Some studies did show that vaccinated people were less likely to transmit the virus, probably because their bodies fought off the infection quicker and “shed” less of the virus during the infection. But it was not accurate to say, as Biden said or implied on multiple occasions, that once vaccinated, you could no longer spread the virus. Biden is an old man who was never particularly careful when speaking off the cuff, but the president’s exaggerating the effectiveness of the vaccine probably added to some people’s suspicions that they weren’t being told the whole story.

Beyond that, I suspect that the people who believe in conspiracies surrounding modern medicine are a bit different from those who believe in UFOs or chase Bigfoot or hunt for ghosts.

Life is unfair. Sometimes cancer or some other dread disease strikes out of the blue. While we know some factors that can cause life-threatening diseases — smoking increases the risk of lung cancer, lots of time in the sun increases the risk of skin cancer — we don’t really know precisely what makes cancer appear one day. Some people who smoked a lot or frequently sunbathed will escape the dreaded big “C,” while others who rarely partook of those activities will find themselves facing that terrifying diagnosis.

A lot of people are not in the physical condition they want or wish to be in, whether out of cruel random chance or entirely mundane or self-inflicted reasons — bad eating and exercise habits, drinking, past or ongoing drug use, etc. Almost everyone prefers to see oneself as a good person, so everyone faces that haunting question that Rabbi Harold Kushner wrote about — why bad things happen to good people. Why do good people suffer terrible ailments? Why do certain bad people appear to live their entire lives free of any serious affliction?

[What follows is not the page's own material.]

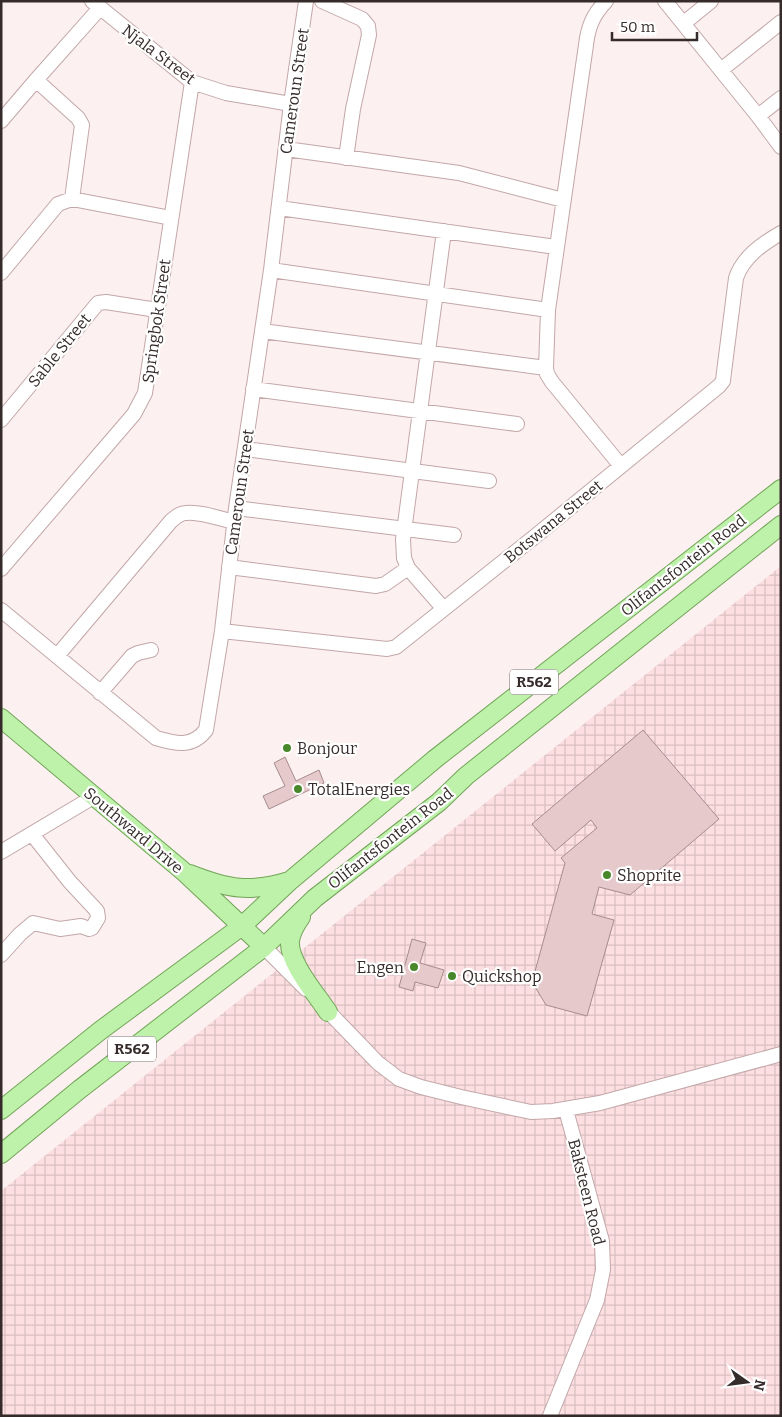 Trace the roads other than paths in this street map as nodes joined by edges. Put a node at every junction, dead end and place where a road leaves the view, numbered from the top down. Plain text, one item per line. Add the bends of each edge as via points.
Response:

Parents ask, “Why is my child autistic?”

The conspiracy theorists offer the reassurance of an answer, even if it isn’t an accurate one. The conspiracy theorists offer stories of greedy pharmaceutical companies and doctors who are covering up evidence that their medications hurt people, or stories about “cures they don’t want you to know about.” The cellphones are causing brain cancer, the FDA is hiding natural cures, the CIA spreads HIV, genetically modified foods are meant to reduce population, and so on. These stories give those suffering from some ailment or facing a great health challenge a villain to blame and a vision of hope.

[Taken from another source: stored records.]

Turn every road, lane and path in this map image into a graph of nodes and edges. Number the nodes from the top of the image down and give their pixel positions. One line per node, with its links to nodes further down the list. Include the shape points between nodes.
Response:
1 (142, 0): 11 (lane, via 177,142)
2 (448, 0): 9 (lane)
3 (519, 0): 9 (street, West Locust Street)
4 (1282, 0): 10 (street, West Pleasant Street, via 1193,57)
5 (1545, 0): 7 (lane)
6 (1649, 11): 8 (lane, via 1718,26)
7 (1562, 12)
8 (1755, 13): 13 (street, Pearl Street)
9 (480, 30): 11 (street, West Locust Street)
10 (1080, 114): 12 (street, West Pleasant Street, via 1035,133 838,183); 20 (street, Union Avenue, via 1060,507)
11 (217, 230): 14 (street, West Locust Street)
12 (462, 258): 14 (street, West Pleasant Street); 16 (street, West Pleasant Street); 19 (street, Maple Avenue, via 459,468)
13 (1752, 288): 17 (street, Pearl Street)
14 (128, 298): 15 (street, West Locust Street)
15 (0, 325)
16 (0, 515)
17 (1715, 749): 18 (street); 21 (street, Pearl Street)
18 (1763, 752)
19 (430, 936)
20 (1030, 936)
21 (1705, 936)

Note that more than 100 million Americans, about a third of the country, do not have a general practitioner that they visit for regular checkups. If you regularly talk to a doctor and feel like your doctor knows how to treat your ailments, you are more likely to trust that doctor. If you trust your doctor, you are less likely to believe that your doctor is part of some vast and sinister conspiracy to make you sick or control you. How many RFK Jr. fans have had a bad experience with a doctor? How many don’t have a doctor that they trust?

To paraphrase those ubiquitous drug commercials, “Ask your doctor if Robert F. Kennedy Jr. is right for you.”

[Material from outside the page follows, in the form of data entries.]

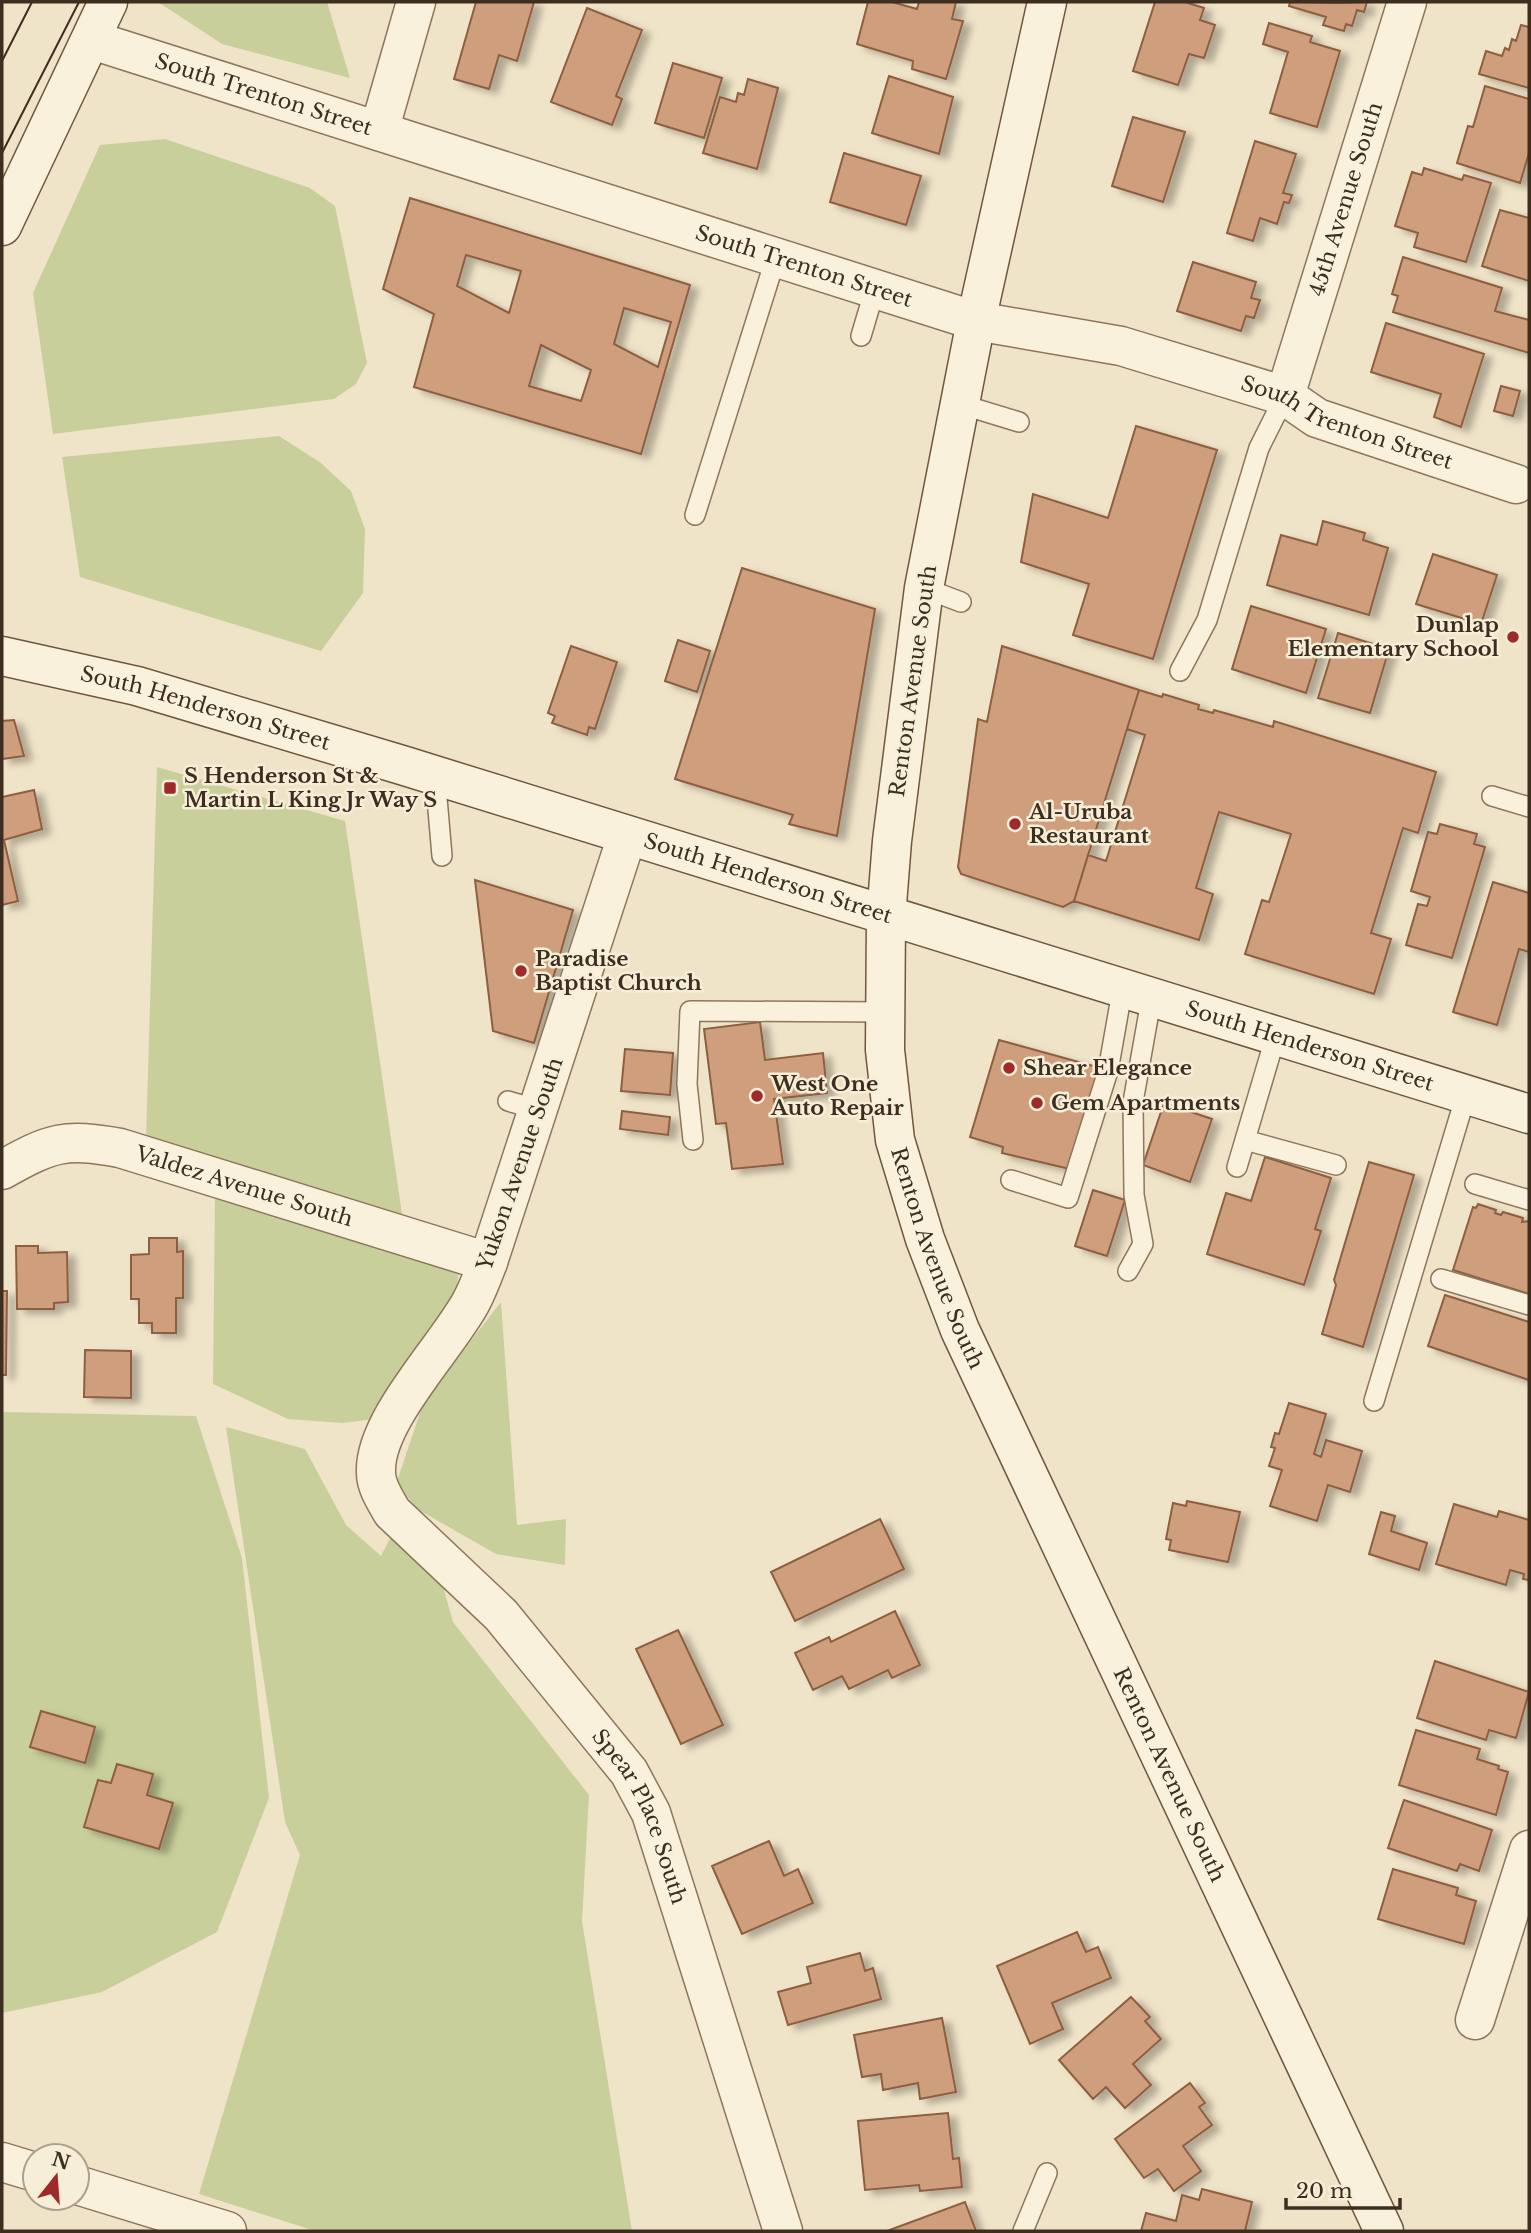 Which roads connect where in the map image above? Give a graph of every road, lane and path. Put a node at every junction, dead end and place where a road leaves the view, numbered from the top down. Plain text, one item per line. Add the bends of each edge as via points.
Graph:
1 (108, 2) edge
2 (416, 2) edge
3 (1048, 2) edge
4 (1407, 2) edge
5 (92, 40) junction
6 (379, 131) junction
7 (2, 226) edge
8 (776, 257) junction
9 (875, 289) junction
10 (976, 321) junction
11 (861, 336) dead end
12 (1285, 396) junction
13 (960, 404) junction
14 (1019, 422) dead end
15 (1516, 484) dead end
16 (695, 515) dead end
17 (924, 588) junction
18 (961, 603) dead end
19 (2, 632) edge
20 (2, 656) edge
21 (39, 663) junction
22 (1180, 671) dead end
23 (435, 775) junction
24 (1492, 796) dead end
25 (1529, 807) edge
26 (627, 836) junction
27 (442, 856) dead end
28 (886, 917) junction
29 (1137, 991) junction
30 (885, 1012) junction
31 (1276, 1035) junction
32 (1466, 1095) junction
33 (1529, 1114) edge
34 (693, 1140) dead end
35 (1245, 1140) junction
36 (1336, 1165) dead end
37 (1237, 1167) dead end
38 (2, 1170) edge
39 (1011, 1180) dead end
40 (1475, 1184) dead end
41 (1529, 1200) edge
42 (488, 1262) junction
43 (1128, 1271) dead end
44 (1441, 1279) dead end
45 (1529, 1306) edge
46 (1374, 1401) dead end
47 (376, 1473) joint
48 (1529, 1850) edge
49 (1475, 2020) dead end
50 (2, 2162) edge
51 (21, 2168) edge
52 (1046, 2173) dead end
53 (91, 2189) edge
54 (227, 2231) edge
55 (783, 2231) edge
56 (1023, 2231) edge
57 (1384, 2231) edge

1 - 5 street
2 - 6 street
3 - 10 street, Renton Avenue South
4 - 12 street, 45th Avenue South
5 - 6 street, South Trenton Street
5 - 7 street
6 - 8 street, South Trenton Street
8 - 9 street, South Trenton Street
8 - 16 lane
9 - 10 street, South Trenton Street
9 - 11 lane
10 - 12 street, South Trenton Street via 1121,346
10 - 13 street, Renton Avenue South
12 - 15 street, South Trenton Street via 1317,418
12 - 22 lane via 1259,448 1207,620
13 - 14 lane
13 - 17 street, Renton Avenue South
17 - 18 lane
17 - 28 street, Renton Avenue South
19 - 21 street
20 - 21 street, South Henderson Street
21 - 23 street, South Henderson Street via 137,686
23 - 26 street, South Henderson Street
23 - 27 lane
24 - 25 lane
26 - 28 street, South Henderson Street
26 - 42 street, Yukon Avenue South via 523,1106
28 - 29 street, South Henderson Street
28 - 30 street, Renton Avenue South
29 - 31 street, South Henderson Street
29 - 39 lane via 1068,1198
29 - 43 lane via 1134,1195 1143,1244
30 - 34 lane via 690,1011 687,1084
30 - 57 street, Renton Avenue South via 895,1140 925,1239 960,1330
31 - 32 street, South Henderson Street
31 - 35 lane
32 - 33 street, South Henderson Street
32 - 46 lane
35 - 36 lane
35 - 37 lane
38 - 42 street, Valdez Avenue South via 68,1141 120,1148
40 - 41 lane
42 - 47 street, Yukon Avenue South via 471,1303 393,1416 380,1447
44 - 45 lane
47 - 55 street, Spear Place South via 392,1512 501,1615 635,1782 651,1813
48 - 49 street
50 - 51 street
52 - 56 lane
53 - 54 street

ADDENDUM: Some commenter recently complained that the “on the menu” paragraph at the top of this newsletter repeated information that is mentioned later in the newsletter and attributed it to poor editing or a lack of editing. No, pal, the “on the menu” section aims to give you an appetizer, a one-paragraph taste of what the day’s newsletter is covering. Maybe you like what it’s going to be about, maybe you don’t. But ideally, you immediately get a sense of what you’ll be reading about for the next few minutes.

I suppose I could go with the

  • bullet points
  • and ALL CAPS
  • and bold font
  • and random italics

of that other morning newsletter that’s practicing “smart brevity” or “strategic incoherent terseness” or whatever the slogan is. But that’s how this newsletter works — one-paragraph summary at the top, the meat and fun stuff beneath that, and stray scattered thoughts in the addenda (when there’s more than one) or addendum (when there’s just one).

The fact that you don’t get it doesn’t mean I did it wrong!